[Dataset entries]
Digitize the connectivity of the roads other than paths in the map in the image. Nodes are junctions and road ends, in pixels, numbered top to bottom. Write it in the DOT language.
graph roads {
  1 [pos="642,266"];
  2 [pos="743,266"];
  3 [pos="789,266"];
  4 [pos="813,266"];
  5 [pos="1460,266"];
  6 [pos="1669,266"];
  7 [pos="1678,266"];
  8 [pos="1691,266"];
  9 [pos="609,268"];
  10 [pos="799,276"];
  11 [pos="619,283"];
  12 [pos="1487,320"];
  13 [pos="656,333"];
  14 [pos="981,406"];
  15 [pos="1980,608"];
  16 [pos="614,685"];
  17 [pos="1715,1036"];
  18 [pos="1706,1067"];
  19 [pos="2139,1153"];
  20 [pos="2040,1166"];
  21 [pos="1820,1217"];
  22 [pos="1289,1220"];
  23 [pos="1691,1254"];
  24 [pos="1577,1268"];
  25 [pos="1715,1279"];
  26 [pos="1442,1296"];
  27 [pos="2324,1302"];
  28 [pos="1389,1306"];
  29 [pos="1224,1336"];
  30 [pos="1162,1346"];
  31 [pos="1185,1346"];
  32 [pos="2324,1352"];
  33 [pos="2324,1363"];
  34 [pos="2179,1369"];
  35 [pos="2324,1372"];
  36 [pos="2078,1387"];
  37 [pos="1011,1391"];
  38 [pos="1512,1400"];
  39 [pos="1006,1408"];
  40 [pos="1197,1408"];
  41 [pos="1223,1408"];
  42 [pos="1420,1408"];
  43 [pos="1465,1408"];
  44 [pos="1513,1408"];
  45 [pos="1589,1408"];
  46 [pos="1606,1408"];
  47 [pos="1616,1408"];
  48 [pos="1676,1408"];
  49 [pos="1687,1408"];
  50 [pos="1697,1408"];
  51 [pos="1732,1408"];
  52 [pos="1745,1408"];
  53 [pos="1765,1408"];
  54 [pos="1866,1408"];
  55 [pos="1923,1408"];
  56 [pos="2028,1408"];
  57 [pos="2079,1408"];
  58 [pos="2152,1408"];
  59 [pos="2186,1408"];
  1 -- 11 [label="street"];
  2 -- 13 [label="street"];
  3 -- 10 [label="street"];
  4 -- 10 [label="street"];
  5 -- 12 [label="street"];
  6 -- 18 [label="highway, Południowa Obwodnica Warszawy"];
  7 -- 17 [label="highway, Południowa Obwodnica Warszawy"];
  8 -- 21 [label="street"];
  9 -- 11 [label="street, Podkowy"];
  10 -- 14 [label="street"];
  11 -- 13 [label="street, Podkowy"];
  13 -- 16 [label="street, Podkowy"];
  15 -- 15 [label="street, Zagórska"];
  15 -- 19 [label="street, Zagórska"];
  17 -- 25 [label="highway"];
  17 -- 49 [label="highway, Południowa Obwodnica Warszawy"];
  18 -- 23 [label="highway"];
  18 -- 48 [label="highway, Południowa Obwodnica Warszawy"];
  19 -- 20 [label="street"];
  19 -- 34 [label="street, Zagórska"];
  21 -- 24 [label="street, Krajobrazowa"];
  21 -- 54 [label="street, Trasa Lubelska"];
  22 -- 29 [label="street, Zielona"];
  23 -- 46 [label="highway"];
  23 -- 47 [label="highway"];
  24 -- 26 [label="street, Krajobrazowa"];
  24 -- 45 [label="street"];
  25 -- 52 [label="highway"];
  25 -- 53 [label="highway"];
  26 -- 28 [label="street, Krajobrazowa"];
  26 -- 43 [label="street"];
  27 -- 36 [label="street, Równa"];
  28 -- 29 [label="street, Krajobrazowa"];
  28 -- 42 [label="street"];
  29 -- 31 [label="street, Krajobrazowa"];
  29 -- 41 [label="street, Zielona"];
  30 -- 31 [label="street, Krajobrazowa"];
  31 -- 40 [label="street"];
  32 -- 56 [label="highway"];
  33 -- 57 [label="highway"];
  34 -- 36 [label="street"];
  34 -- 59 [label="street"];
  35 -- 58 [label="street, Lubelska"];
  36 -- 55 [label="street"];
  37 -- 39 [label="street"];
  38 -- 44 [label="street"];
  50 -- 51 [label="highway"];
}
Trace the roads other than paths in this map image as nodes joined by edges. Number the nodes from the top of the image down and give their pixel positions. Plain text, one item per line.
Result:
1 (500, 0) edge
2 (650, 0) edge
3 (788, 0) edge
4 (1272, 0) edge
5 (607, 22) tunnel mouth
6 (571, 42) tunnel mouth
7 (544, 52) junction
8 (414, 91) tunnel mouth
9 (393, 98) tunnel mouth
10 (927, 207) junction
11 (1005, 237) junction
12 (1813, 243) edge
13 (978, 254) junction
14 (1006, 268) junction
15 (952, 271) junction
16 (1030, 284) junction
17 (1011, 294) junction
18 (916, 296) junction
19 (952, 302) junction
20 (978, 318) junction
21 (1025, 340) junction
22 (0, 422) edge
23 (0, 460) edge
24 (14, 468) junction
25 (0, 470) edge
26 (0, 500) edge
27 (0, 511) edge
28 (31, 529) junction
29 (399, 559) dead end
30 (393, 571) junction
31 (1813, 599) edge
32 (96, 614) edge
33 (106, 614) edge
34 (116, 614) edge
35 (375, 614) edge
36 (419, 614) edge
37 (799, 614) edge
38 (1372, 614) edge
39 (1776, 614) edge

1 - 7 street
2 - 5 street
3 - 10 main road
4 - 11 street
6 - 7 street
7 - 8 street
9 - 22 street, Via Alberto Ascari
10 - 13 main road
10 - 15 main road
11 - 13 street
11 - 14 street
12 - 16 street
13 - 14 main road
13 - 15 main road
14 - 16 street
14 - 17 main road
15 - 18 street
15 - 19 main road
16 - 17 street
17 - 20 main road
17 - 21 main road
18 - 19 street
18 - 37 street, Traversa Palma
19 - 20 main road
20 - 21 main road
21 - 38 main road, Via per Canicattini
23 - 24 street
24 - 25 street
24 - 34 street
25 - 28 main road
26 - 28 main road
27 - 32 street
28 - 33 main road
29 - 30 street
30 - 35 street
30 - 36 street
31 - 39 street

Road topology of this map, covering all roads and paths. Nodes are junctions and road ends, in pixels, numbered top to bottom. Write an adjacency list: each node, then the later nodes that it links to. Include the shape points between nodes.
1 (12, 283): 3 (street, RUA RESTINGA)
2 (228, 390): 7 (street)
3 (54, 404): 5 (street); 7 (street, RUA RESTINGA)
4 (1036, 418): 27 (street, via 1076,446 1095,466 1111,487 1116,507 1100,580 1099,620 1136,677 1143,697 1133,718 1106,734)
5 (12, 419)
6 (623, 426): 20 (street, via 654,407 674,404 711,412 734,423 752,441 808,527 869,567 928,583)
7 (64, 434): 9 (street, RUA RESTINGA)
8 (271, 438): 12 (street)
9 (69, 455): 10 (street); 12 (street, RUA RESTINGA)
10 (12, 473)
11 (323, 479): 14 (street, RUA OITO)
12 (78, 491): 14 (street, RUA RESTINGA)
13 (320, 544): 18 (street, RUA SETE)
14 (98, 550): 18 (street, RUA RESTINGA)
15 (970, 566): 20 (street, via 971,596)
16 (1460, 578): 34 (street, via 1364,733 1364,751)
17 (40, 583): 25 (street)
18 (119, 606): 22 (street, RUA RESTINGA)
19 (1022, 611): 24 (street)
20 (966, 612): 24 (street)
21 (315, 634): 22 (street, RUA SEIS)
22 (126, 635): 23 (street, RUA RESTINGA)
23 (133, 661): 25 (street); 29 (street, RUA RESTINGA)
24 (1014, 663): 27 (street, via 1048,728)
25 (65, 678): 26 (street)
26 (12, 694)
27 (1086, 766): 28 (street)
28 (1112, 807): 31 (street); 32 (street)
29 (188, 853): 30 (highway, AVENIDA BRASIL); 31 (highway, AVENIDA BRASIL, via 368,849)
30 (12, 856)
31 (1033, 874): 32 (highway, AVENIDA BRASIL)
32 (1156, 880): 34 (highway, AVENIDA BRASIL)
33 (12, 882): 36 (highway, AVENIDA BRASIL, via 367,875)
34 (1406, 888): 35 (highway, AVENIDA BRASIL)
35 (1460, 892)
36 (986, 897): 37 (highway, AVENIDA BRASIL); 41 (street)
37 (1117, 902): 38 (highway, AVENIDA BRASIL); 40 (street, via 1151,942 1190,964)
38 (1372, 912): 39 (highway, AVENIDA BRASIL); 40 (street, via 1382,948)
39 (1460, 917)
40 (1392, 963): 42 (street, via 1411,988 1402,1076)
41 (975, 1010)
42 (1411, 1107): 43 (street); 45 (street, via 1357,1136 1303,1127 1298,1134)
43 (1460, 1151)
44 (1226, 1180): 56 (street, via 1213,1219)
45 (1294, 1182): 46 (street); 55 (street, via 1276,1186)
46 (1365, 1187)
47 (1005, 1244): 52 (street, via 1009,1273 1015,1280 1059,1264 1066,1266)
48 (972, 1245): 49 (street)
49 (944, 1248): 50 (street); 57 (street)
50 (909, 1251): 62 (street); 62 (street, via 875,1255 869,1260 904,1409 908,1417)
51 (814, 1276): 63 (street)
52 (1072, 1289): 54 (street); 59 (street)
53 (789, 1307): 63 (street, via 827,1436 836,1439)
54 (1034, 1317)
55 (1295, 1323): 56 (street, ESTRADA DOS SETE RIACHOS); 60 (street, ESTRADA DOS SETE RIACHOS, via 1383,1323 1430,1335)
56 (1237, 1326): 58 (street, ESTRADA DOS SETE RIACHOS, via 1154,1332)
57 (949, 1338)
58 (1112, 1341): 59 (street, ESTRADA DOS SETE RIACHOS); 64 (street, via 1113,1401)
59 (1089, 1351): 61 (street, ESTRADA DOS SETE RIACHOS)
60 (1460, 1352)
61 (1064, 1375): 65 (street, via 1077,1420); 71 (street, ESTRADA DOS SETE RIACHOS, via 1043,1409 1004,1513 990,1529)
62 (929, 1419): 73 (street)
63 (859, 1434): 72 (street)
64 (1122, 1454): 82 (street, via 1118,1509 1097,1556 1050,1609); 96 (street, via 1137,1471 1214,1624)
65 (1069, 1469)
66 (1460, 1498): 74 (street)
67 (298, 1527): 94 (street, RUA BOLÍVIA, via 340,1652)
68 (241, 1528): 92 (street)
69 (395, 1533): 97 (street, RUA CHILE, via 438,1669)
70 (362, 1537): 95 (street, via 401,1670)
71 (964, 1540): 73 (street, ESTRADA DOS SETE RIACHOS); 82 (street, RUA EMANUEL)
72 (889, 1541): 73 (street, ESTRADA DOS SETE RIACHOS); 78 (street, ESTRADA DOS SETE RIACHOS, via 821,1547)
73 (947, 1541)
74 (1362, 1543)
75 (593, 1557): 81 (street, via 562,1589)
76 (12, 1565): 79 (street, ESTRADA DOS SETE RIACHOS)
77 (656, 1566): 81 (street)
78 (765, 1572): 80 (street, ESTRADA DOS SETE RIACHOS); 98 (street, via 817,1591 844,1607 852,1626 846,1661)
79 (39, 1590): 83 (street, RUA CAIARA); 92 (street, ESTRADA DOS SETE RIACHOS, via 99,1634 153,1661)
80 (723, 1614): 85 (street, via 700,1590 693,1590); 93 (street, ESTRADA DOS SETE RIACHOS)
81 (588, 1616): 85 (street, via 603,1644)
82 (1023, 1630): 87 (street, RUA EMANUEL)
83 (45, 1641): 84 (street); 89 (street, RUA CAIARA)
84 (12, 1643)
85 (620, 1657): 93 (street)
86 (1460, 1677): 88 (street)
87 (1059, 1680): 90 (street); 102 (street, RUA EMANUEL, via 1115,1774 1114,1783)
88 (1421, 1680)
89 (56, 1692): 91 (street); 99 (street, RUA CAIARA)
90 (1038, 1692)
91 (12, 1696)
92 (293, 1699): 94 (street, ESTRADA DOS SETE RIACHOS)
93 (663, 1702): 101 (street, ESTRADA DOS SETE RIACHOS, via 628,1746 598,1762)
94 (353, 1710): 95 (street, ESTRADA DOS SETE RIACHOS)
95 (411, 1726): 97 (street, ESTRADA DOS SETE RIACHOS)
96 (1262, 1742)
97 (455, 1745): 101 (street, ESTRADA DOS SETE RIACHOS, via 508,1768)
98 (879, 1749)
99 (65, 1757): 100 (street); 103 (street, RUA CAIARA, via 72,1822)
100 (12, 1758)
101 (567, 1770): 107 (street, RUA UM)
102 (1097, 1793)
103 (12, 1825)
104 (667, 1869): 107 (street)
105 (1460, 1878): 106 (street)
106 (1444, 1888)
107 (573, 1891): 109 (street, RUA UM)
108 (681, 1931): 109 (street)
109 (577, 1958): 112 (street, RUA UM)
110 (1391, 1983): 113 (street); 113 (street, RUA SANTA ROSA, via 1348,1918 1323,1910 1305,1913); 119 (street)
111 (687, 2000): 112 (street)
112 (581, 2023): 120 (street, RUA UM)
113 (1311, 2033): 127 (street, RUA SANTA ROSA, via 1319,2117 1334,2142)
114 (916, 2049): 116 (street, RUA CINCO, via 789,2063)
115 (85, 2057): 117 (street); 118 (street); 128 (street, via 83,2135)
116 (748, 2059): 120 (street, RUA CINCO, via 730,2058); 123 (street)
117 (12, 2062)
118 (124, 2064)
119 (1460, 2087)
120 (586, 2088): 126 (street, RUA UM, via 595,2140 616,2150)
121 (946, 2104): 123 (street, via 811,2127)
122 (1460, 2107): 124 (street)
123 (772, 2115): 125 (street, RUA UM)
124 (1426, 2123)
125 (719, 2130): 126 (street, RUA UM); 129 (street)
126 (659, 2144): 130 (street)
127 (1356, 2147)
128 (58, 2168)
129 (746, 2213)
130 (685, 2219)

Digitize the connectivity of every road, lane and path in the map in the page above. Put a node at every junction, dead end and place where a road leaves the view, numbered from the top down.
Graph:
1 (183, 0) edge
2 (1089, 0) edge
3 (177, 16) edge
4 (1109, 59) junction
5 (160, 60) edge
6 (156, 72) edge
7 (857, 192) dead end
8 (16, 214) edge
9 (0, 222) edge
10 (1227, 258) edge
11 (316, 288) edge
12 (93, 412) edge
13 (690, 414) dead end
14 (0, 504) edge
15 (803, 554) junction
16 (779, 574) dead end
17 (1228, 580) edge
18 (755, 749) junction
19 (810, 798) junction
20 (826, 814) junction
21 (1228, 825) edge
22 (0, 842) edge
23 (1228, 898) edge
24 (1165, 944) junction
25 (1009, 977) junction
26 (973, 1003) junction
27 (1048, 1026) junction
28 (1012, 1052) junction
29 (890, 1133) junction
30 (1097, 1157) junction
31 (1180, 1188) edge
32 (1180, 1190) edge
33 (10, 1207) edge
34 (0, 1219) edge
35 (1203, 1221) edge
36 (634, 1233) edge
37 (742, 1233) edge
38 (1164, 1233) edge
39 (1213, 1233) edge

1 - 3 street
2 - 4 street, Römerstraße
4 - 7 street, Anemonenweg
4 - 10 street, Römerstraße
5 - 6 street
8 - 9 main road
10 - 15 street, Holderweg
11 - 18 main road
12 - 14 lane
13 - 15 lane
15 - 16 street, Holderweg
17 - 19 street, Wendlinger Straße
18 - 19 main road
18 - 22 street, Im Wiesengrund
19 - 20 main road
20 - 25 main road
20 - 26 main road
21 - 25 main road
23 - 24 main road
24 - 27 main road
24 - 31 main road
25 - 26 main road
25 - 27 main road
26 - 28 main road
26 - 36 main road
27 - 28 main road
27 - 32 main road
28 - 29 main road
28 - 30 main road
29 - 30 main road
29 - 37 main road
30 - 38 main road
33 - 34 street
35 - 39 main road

> [YOUR ASSIGNMENT]:
All lines of the data above that include the word "AVENIDA" must be shown.

> [EXERCISE ANSWER]:
29 (188, 853): 30 (highway, AVENIDA BRASIL); 31 (highway, AVENIDA BRASIL, via 368,849)
31 (1033, 874): 32 (highway, AVENIDA BRASIL)
32 (1156, 880): 34 (highway, AVENIDA BRASIL)
33 (12, 882): 36 (highway, AVENIDA BRASIL, via 367,875)
34 (1406, 888): 35 (highway, AVENIDA BRASIL)
36 (986, 897): 37 (highway, AVENIDA BRASIL); 41 (street)
37 (1117, 902): 38 (highway, AVENIDA BRASIL); 40 (street, via 1151,942 1190,964)
38 (1372, 912): 39 (highway, AVENIDA BRASIL); 40 (street, via 1382,948)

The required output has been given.